→ EXERCISE DIRECTIONS: Nothing but the records, copied exactly and stripped of pictures, should be in the answer.

---------------

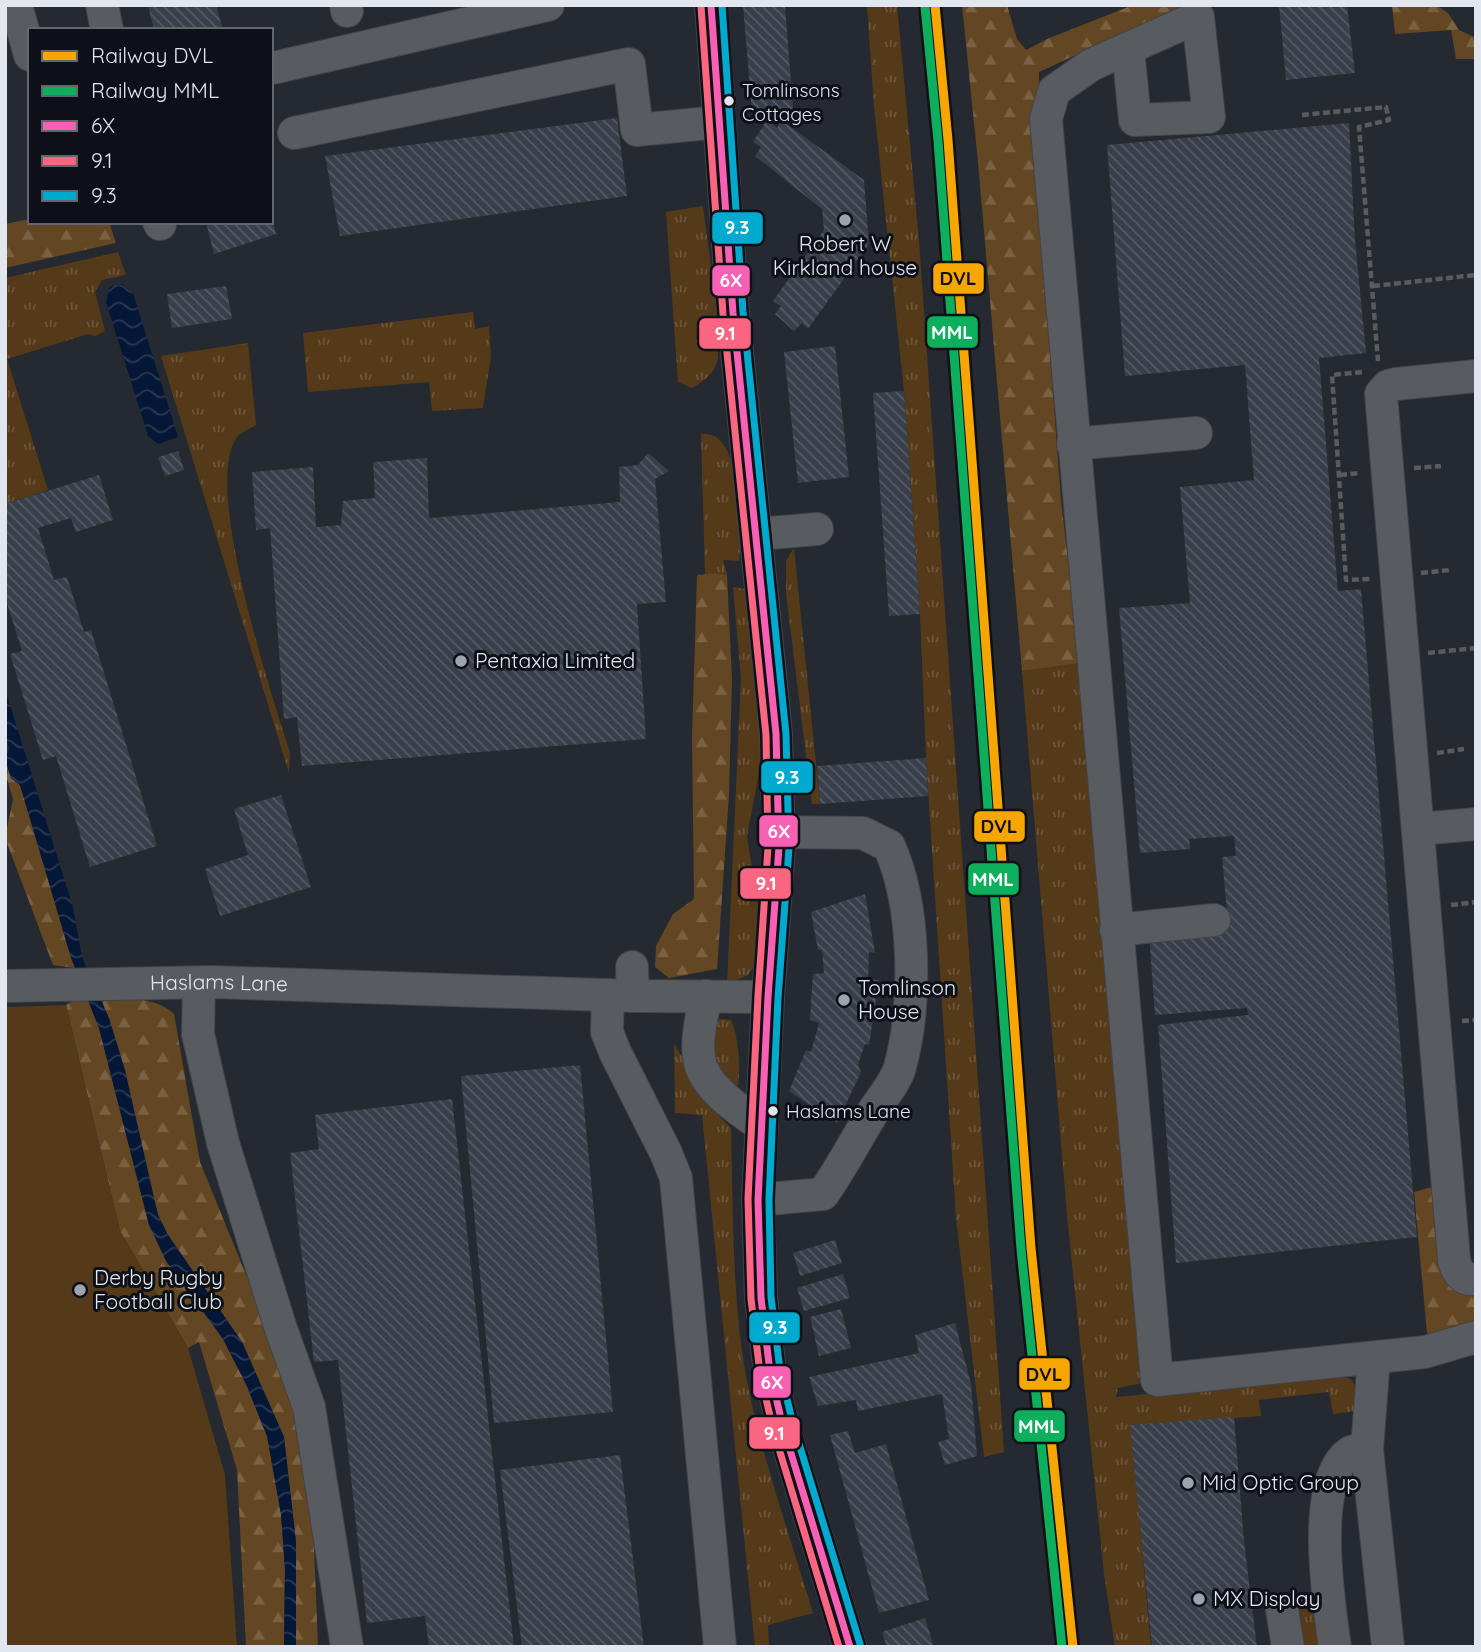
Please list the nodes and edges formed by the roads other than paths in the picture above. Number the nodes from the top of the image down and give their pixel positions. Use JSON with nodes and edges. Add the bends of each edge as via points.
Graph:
{"nodes":[{"id":1,"x":16,"y":5,"type":"edge"},
{"id":2,"x":102,"y":5,"type":"edge"},
{"id":3,"x":548,"y":5,"type":"edge"},
{"id":4,"x":711,"y":5,"type":"edge"},
{"id":5,"x":107,"y":28,"type":"edge"},
{"id":6,"x":28,"y":48,"type":"edge"},
{"id":7,"x":1128,"y":49,"type":"dead end"},
{"id":8,"x":273,"y":68,"type":"dead end"},
{"id":9,"x":719,"y":122,"type":"junction"},
{"id":10,"x":294,"y":133,"type":"dead end"},
{"id":11,"x":1476,"y":376,"type":"edge"},
{"id":12,"x":1196,"y":433,"type":"dead end"},
{"id":13,"x":1073,"y":444,"type":"junction"},
{"id":14,"x":817,"y":529,"type":"dead end"},
{"id":15,"x":757,"y":534,"type":"junction"},
{"id":16,"x":1476,"y":824,"type":"edge"},
{"id":17,"x":1419,"y":829,"type":"junction"},
{"id":18,"x":779,"y":832,"type":"junction"},
{"id":19,"x":1214,"y":920,"type":"dead end"},
{"id":20,"x":1116,"y":930,"type":"junction"},
{"id":21,"x":199,"y":984,"type":"junction"},
{"id":22,"x":625,"y":986,"type":"junction"},
{"id":23,"x":18,"y":987,"type":"edge"},
{"id":24,"x":706,"y":996,"type":"junction"},
{"id":25,"x":768,"y":997,"type":"junction"},
{"id":26,"x":762,"y":1126,"type":"junction"},
{"id":27,"x":758,"y":1200,"type":"junction"},
{"id":28,"x":1476,"y":1279,"type":"edge"},
{"id":29,"x":1476,"y":1337,"type":"edge"},
{"id":30,"x":1374,"y":1358,"type":"junction"},
{"id":31,"x":1367,"y":1449,"type":"junction"},
{"id":32,"x":1282,"y":1609,"type":"dead end"},
{"id":33,"x":346,"y":1647,"type":"edge"},
{"id":34,"x":720,"y":1647,"type":"edge"},
{"id":35,"x":850,"y":1647,"type":"edge"},
{"id":36,"x":1288,"y":1647,"type":"edge"},
{"id":37,"x":1335,"y":1647,"type":"edge"},
{"id":38,"x":1388,"y":1647,"type":"edge"}],
"edges":[{"from":1,"to":6,"type":"street"},
{"from":2,"to":5,"type":"street"},
{"from":3,"to":8,"type":"street"},
{"from":4,"to":9,"type":"street"},
{"from":7,"to":13,"type":"street","via":[[1091,65],[1054,90],[1046,119]]},
{"from":9,"to":10,"type":"street","via":[[638,131],[628,64]]},
{"from":9,"to":15,"type":"street","via":[[733,313]]},
{"from":11,"to":17,"type":"street","via":[[1396,384],[1381,394]]},
{"from":12,"to":13,"type":"street"},
{"from":13,"to":20,"type":"street"},
{"from":14,"to":15,"type":"street"},
{"from":15,"to":18,"type":"street","via":[[776,734]]},
{"from":16,"to":17,"type":"street"},
{"from":17,"to":28,"type":"street","via":[[1454,1259],[1463,1277]]},
{"from":18,"to":25,"type":"street"},
{"from":18,"to":27,"type":"street","via":[[863,834],[889,846],[905,903],[911,1001],[900,1069],[822,1194]]},
{"from":19,"to":20,"type":"street"},
{"from":20,"to":30,"type":"street","via":[[1157,1380]]},
{"from":21,"to":22,"type":"street","name":"Haslams Lane"},
{"from":21,"to":23,"type":"street","name":"Haslams Lane"},
{"from":21,"to":33,"type":"street","via":[[198,1034],[223,1143],[309,1407]]},
{"from":22,"to":24,"type":"street","name":"Haslams Lane"},
{"from":22,"to":34,"type":"street","via":[[607,1032],[676,1178]]},
{"from":24,"to":25,"type":"street","name":"Haslams Lane"},
{"from":24,"to":26,"type":"street","via":[[699,1059],[726,1098]]},
{"from":25,"to":26,"type":"street"},
{"from":26,"to":27,"type":"street"},
{"from":27,"to":35,"type":"street","via":[[761,1298],[770,1372]]},
{"from":29,"to":30,"type":"street","via":[[1425,1352]]},
{"from":30,"to":31,"type":"street"},
{"from":31,"to":37,"type":"street","via":[[1351,1452],[1339,1467],[1326,1512],[1324,1538]]},
{"from":31,"to":38,"type":"street"},
{"from":32,"to":36,"type":"street"}]}
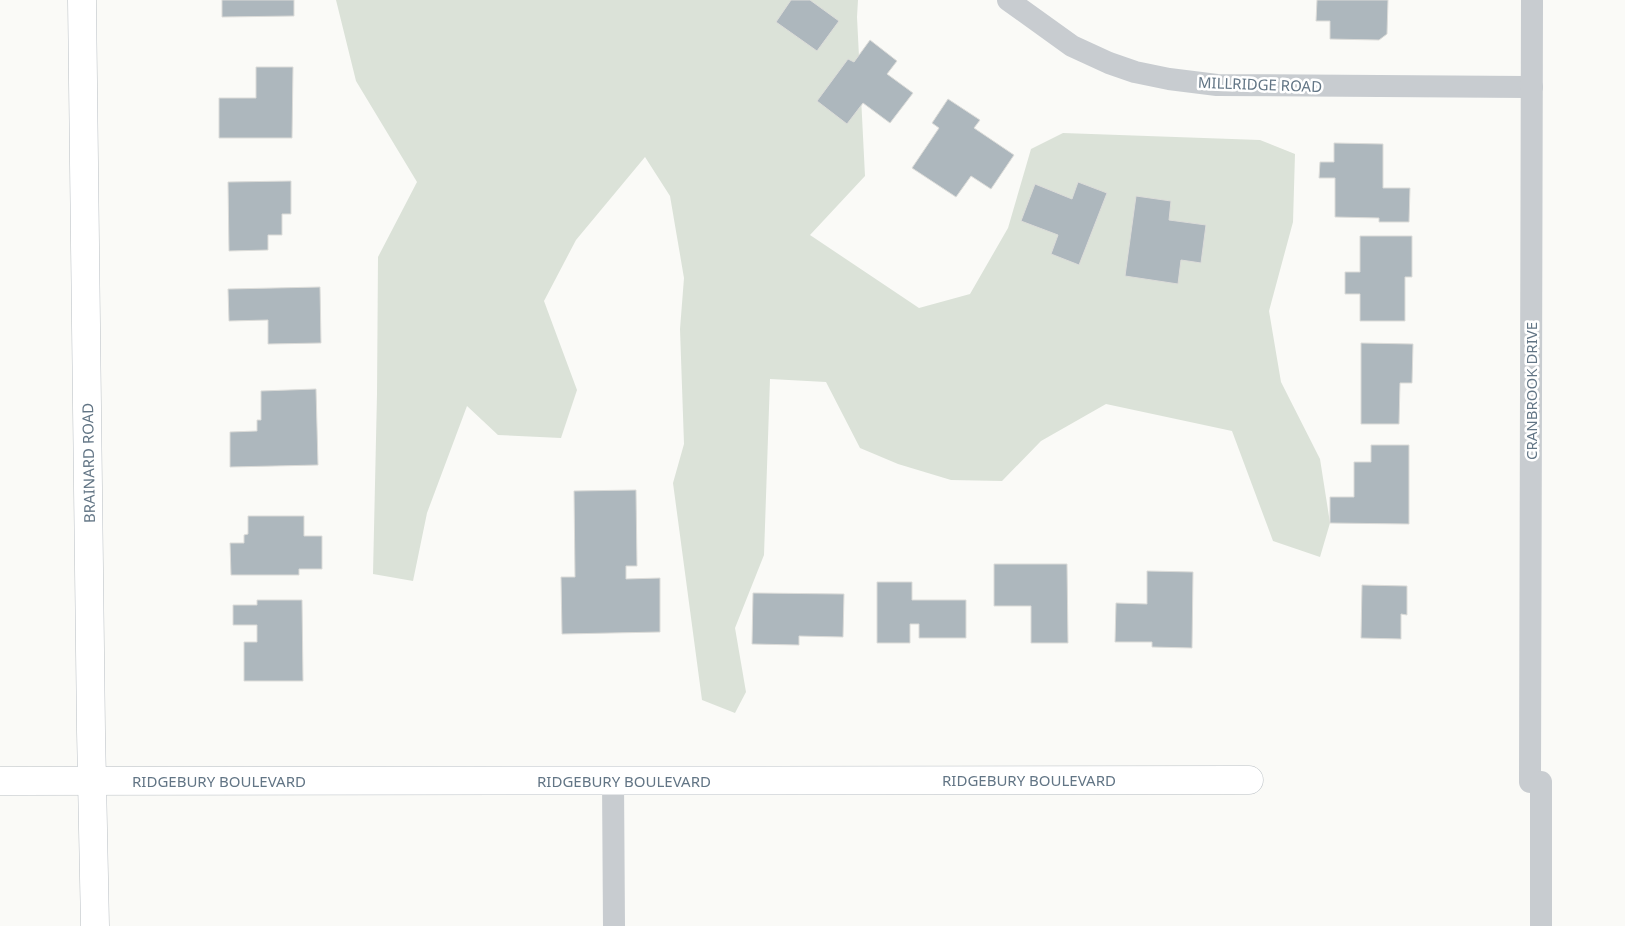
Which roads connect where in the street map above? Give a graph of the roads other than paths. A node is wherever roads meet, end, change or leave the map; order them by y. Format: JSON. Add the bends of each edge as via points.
{"nodes":[{"id":1,"x":82,"y":0,"type":"edge"},
{"id":2,"x":1008,"y":0,"type":"edge"},
{"id":3,"x":1532,"y":0,"type":"edge"},
{"id":4,"x":1532,"y":86,"type":"junction"},
{"id":5,"x":1249,"y":780,"type":"dead end"},
{"id":6,"x":0,"y":781,"type":"edge"},
{"id":7,"x":92,"y":781,"type":"junction"},
{"id":8,"x":613,"y":781,"type":"junction"},
{"id":9,"x":95,"y":926,"type":"edge"},
{"id":10,"x":614,"y":926,"type":"edge"},
{"id":11,"x":1541,"y":926,"type":"edge"}],
"edges":[{"from":1,"to":7,"type":"street","name":"BRAINARD ROAD"},
{"from":2,"to":4,"type":"street","name":"MILLRIDGE ROAD","via":[[1072,46],[1135,72],[1169,79],[1217,85]]},
{"from":3,"to":4,"type":"street","name":"CRANBROOK DRIVE"},
{"from":4,"to":11,"type":"street","name":"CRANBROOK DRIVE","via":[[1536,782]]},
{"from":5,"to":8,"type":"street","name":"RIDGEBURY BOULEVARD"},
{"from":6,"to":7,"type":"street","name":"RIDGEBURY BOULEVARD"},
{"from":7,"to":8,"type":"street","name":"RIDGEBURY BOULEVARD"},
{"from":7,"to":9,"type":"street","name":"BRAINARD ROAD"},
{"from":8,"to":10,"type":"street"}]}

---------------

→ SOLUTION FOR THIS PROBLEM:
Please list the nodes and edges formed by the roads other than paths in the picture above. Number the nodes from the top of the image down and give their pixel positions. Use JSON with nodes and edges. Add the bends of each edge as via points.
Graph:
{"nodes":[{"id":1,"x":16,"y":5,"type":"edge"},
{"id":2,"x":102,"y":5,"type":"edge"},
{"id":3,"x":548,"y":5,"type":"edge"},
{"id":4,"x":711,"y":5,"type":"edge"},
{"id":5,"x":107,"y":28,"type":"edge"},
{"id":6,"x":28,"y":48,"type":"edge"},
{"id":7,"x":1128,"y":49,"type":"dead end"},
{"id":8,"x":273,"y":68,"type":"dead end"},
{"id":9,"x":719,"y":122,"type":"junction"},
{"id":10,"x":294,"y":133,"type":"dead end"},
{"id":11,"x":1476,"y":376,"type":"edge"},
{"id":12,"x":1196,"y":433,"type":"dead end"},
{"id":13,"x":1073,"y":444,"type":"junction"},
{"id":14,"x":817,"y":529,"type":"dead end"},
{"id":15,"x":757,"y":534,"type":"junction"},
{"id":16,"x":1476,"y":824,"type":"edge"},
{"id":17,"x":1419,"y":829,"type":"junction"},
{"id":18,"x":779,"y":832,"type":"junction"},
{"id":19,"x":1214,"y":920,"type":"dead end"},
{"id":20,"x":1116,"y":930,"type":"junction"},
{"id":21,"x":199,"y":984,"type":"junction"},
{"id":22,"x":625,"y":986,"type":"junction"},
{"id":23,"x":18,"y":987,"type":"edge"},
{"id":24,"x":706,"y":996,"type":"junction"},
{"id":25,"x":768,"y":997,"type":"junction"},
{"id":26,"x":762,"y":1126,"type":"junction"},
{"id":27,"x":758,"y":1200,"type":"junction"},
{"id":28,"x":1476,"y":1279,"type":"edge"},
{"id":29,"x":1476,"y":1337,"type":"edge"},
{"id":30,"x":1374,"y":1358,"type":"junction"},
{"id":31,"x":1367,"y":1449,"type":"junction"},
{"id":32,"x":1282,"y":1609,"type":"dead end"},
{"id":33,"x":346,"y":1647,"type":"edge"},
{"id":34,"x":720,"y":1647,"type":"edge"},
{"id":35,"x":850,"y":1647,"type":"edge"},
{"id":36,"x":1288,"y":1647,"type":"edge"},
{"id":37,"x":1335,"y":1647,"type":"edge"},
{"id":38,"x":1388,"y":1647,"type":"edge"}],
"edges":[{"from":1,"to":6,"type":"street"},
{"from":2,"to":5,"type":"street"},
{"from":3,"to":8,"type":"street"},
{"from":4,"to":9,"type":"street"},
{"from":7,"to":13,"type":"street","via":[[1091,65],[1054,90],[1046,119]]},
{"from":9,"to":10,"type":"street","via":[[638,131],[628,64]]},
{"from":9,"to":15,"type":"street","via":[[733,313]]},
{"from":11,"to":17,"type":"street","via":[[1396,384],[1381,394]]},
{"from":12,"to":13,"type":"street"},
{"from":13,"to":20,"type":"street"},
{"from":14,"to":15,"type":"street"},
{"from":15,"to":18,"type":"street","via":[[776,734]]},
{"from":16,"to":17,"type":"street"},
{"from":17,"to":28,"type":"street","via":[[1454,1259],[1463,1277]]},
{"from":18,"to":25,"type":"street"},
{"from":18,"to":27,"type":"street","via":[[863,834],[889,846],[905,903],[911,1001],[900,1069],[822,1194]]},
{"from":19,"to":20,"type":"street"},
{"from":20,"to":30,"type":"street","via":[[1157,1380]]},
{"from":21,"to":22,"type":"street","name":"Haslams Lane"},
{"from":21,"to":23,"type":"street","name":"Haslams Lane"},
{"from":21,"to":33,"type":"street","via":[[198,1034],[223,1143],[309,1407]]},
{"from":22,"to":24,"type":"street","name":"Haslams Lane"},
{"from":22,"to":34,"type":"street","via":[[607,1032],[676,1178]]},
{"from":24,"to":25,"type":"street","name":"Haslams Lane"},
{"from":24,"to":26,"type":"street","via":[[699,1059],[726,1098]]},
{"from":25,"to":26,"type":"street"},
{"from":26,"to":27,"type":"street"},
{"from":27,"to":35,"type":"street","via":[[761,1298],[770,1372]]},
{"from":29,"to":30,"type":"street","via":[[1425,1352]]},
{"from":30,"to":31,"type":"street"},
{"from":31,"to":37,"type":"street","via":[[1351,1452],[1339,1467],[1326,1512],[1324,1538]]},
{"from":31,"to":38,"type":"street"},
{"from":32,"to":36,"type":"street"}]}
Which roads connect where in the street map above? Give a graph of the roads other than paths. A node is wherever roads meet, end, change or leave the map; order them by y. Format: JSON. Add the bends of each edge as via points.
{"nodes":[{"id":1,"x":82,"y":0,"type":"edge"},
{"id":2,"x":1008,"y":0,"type":"edge"},
{"id":3,"x":1532,"y":0,"type":"edge"},
{"id":4,"x":1532,"y":86,"type":"junction"},
{"id":5,"x":1249,"y":780,"type":"dead end"},
{"id":6,"x":0,"y":781,"type":"edge"},
{"id":7,"x":92,"y":781,"type":"junction"},
{"id":8,"x":613,"y":781,"type":"junction"},
{"id":9,"x":95,"y":926,"type":"edge"},
{"id":10,"x":614,"y":926,"type":"edge"},
{"id":11,"x":1541,"y":926,"type":"edge"}],
"edges":[{"from":1,"to":7,"type":"street","name":"BRAINARD ROAD"},
{"from":2,"to":4,"type":"street","name":"MILLRIDGE ROAD","via":[[1072,46],[1135,72],[1169,79],[1217,85]]},
{"from":3,"to":4,"type":"street","name":"CRANBROOK DRIVE"},
{"from":4,"to":11,"type":"street","name":"CRANBROOK DRIVE","via":[[1536,782]]},
{"from":5,"to":8,"type":"street","name":"RIDGEBURY BOULEVARD"},
{"from":6,"to":7,"type":"street","name":"RIDGEBURY BOULEVARD"},
{"from":7,"to":8,"type":"street","name":"RIDGEBURY BOULEVARD"},
{"from":7,"to":9,"type":"street","name":"BRAINARD ROAD"},
{"from":8,"to":10,"type":"street"}]}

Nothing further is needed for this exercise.